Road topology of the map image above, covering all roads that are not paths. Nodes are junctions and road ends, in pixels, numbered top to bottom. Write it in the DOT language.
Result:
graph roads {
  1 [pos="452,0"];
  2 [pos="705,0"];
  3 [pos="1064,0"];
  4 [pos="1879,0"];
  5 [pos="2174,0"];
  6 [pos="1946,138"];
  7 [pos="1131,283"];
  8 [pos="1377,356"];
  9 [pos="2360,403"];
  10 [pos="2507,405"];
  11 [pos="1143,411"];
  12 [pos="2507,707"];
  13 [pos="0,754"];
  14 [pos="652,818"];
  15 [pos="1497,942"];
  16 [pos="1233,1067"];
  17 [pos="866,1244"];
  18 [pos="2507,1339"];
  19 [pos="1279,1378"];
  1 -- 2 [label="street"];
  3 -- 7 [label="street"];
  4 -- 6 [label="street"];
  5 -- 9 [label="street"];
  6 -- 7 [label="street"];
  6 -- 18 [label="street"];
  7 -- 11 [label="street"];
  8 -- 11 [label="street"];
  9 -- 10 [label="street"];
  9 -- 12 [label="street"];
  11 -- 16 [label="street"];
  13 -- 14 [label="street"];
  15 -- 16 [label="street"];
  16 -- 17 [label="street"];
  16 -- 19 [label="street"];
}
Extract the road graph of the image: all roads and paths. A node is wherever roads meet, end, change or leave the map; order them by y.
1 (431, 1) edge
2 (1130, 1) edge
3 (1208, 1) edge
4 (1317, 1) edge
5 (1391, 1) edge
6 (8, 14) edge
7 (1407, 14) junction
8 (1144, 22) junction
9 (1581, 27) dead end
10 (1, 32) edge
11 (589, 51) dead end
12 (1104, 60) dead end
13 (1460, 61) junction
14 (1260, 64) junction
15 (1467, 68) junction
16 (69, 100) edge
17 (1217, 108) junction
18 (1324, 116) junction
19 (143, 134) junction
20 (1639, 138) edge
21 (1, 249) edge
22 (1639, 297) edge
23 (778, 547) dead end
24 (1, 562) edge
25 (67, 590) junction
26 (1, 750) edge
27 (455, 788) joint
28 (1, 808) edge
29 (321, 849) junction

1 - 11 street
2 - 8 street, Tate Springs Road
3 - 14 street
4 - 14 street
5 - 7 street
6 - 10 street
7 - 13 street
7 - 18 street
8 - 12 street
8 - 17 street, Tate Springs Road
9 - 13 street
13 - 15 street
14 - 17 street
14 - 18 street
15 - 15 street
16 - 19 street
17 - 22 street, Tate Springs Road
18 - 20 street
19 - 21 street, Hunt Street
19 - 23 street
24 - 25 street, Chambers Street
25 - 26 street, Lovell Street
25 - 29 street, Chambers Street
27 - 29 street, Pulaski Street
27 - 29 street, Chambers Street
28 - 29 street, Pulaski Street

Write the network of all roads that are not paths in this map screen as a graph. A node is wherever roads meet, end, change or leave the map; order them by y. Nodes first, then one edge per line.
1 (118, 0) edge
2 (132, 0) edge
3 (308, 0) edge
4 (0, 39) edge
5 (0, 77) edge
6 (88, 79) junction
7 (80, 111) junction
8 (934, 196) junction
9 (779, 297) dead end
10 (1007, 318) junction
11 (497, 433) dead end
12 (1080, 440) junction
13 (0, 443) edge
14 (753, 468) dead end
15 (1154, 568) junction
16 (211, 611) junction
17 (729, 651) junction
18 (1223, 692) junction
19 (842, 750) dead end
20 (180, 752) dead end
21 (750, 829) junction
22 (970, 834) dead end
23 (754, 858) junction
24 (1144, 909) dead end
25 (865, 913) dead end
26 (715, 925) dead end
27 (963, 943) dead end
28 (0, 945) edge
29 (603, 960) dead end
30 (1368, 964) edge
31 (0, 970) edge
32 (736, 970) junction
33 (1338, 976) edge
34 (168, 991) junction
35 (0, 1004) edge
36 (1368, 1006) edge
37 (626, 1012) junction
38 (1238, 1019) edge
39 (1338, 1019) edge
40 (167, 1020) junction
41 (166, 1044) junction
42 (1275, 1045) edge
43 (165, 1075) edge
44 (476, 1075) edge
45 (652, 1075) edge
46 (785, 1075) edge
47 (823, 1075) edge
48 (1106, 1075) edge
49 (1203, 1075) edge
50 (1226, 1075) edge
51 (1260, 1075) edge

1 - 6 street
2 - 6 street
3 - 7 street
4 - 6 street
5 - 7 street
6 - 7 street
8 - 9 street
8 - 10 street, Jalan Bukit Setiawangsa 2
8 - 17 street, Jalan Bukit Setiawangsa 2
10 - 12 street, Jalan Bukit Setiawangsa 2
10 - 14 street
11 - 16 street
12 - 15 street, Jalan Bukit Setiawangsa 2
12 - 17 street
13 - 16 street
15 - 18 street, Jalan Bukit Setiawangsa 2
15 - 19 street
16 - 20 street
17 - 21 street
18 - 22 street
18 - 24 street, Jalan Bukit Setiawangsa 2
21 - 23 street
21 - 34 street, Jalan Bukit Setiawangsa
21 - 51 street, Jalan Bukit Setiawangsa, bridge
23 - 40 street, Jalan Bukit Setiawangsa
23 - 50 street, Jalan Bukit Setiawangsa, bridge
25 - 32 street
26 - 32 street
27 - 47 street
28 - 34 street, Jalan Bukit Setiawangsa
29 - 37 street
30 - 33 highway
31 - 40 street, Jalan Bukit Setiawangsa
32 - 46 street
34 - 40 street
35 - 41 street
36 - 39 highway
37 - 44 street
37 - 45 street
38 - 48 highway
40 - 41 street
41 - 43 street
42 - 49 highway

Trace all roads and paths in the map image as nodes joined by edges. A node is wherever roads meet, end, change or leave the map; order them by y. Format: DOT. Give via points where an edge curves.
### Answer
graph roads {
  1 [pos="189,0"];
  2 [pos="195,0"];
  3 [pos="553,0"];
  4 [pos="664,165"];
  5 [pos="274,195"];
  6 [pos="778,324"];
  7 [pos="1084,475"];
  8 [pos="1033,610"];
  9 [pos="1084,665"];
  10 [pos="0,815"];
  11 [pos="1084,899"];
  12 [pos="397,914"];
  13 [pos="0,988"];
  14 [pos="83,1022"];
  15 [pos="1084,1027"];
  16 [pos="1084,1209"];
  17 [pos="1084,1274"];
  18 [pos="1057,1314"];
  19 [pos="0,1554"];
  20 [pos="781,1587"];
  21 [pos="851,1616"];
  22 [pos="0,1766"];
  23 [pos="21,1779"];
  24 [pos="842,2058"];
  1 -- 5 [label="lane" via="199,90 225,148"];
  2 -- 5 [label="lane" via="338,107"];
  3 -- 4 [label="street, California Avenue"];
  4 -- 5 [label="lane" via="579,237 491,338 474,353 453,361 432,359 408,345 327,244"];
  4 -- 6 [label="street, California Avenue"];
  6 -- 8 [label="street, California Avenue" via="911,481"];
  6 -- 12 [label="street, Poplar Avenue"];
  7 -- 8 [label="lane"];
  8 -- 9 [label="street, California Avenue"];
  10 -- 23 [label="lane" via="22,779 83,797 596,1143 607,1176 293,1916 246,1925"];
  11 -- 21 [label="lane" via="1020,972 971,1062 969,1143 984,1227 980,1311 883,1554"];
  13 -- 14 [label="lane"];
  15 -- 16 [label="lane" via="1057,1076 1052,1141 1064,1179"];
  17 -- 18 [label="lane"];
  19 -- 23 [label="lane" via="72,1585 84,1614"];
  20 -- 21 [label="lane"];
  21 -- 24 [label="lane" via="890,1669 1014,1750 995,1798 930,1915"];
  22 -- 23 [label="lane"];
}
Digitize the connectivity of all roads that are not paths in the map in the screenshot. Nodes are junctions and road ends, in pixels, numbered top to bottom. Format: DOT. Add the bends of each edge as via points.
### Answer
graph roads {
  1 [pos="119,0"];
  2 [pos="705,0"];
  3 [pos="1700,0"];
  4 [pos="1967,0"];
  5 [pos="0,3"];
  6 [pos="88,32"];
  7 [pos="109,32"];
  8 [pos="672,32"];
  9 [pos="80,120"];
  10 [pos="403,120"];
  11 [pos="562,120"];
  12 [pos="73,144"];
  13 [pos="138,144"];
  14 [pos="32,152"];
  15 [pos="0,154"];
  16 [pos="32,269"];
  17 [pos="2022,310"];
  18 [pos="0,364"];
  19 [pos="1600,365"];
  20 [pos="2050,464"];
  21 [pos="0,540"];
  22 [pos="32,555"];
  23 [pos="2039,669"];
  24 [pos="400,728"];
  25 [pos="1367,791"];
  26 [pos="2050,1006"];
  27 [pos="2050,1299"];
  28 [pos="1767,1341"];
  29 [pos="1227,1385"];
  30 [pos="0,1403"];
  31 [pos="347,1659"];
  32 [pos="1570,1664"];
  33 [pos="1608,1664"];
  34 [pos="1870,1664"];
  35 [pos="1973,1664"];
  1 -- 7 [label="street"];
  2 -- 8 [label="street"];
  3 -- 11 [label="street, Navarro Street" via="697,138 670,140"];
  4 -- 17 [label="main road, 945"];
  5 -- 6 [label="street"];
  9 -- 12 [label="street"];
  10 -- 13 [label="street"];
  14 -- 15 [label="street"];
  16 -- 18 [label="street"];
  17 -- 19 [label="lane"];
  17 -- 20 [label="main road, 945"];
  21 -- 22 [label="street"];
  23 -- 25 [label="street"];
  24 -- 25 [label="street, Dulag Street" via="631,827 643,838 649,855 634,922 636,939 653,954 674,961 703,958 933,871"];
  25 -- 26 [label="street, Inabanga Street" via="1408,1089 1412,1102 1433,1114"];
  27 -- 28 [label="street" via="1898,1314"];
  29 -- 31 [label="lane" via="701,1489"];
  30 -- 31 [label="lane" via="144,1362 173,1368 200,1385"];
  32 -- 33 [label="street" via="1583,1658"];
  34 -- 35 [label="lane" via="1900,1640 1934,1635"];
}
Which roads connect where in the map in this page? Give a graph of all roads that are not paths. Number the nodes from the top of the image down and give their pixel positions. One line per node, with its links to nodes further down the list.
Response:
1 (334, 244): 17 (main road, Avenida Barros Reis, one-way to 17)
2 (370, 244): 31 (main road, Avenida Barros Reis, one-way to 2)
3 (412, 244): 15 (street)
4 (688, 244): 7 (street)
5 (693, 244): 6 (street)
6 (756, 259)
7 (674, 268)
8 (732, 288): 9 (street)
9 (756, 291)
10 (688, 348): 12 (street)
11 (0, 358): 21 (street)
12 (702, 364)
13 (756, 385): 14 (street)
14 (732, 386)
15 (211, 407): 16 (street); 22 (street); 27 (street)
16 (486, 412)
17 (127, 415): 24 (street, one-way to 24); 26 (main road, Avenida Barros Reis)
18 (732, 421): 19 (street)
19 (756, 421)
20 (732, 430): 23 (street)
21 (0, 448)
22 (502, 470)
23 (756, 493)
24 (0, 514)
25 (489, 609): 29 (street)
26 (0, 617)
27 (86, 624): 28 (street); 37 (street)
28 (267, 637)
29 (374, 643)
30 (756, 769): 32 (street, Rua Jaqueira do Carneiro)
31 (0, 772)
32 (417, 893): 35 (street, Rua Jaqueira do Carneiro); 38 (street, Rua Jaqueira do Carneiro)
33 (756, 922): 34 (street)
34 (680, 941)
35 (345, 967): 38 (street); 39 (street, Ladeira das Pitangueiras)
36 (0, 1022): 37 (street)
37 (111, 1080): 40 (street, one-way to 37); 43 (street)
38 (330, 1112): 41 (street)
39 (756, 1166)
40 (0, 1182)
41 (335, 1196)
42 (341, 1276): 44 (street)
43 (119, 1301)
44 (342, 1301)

○ ○ ○ ○ ○

*Aim of the exercise*: Search the listing for "Springs" and show every line where it occurs.

*Output of the task*:
2 - 8 street, Tate Springs Road
8 - 17 street, Tate Springs Road
17 - 22 street, Tate Springs Road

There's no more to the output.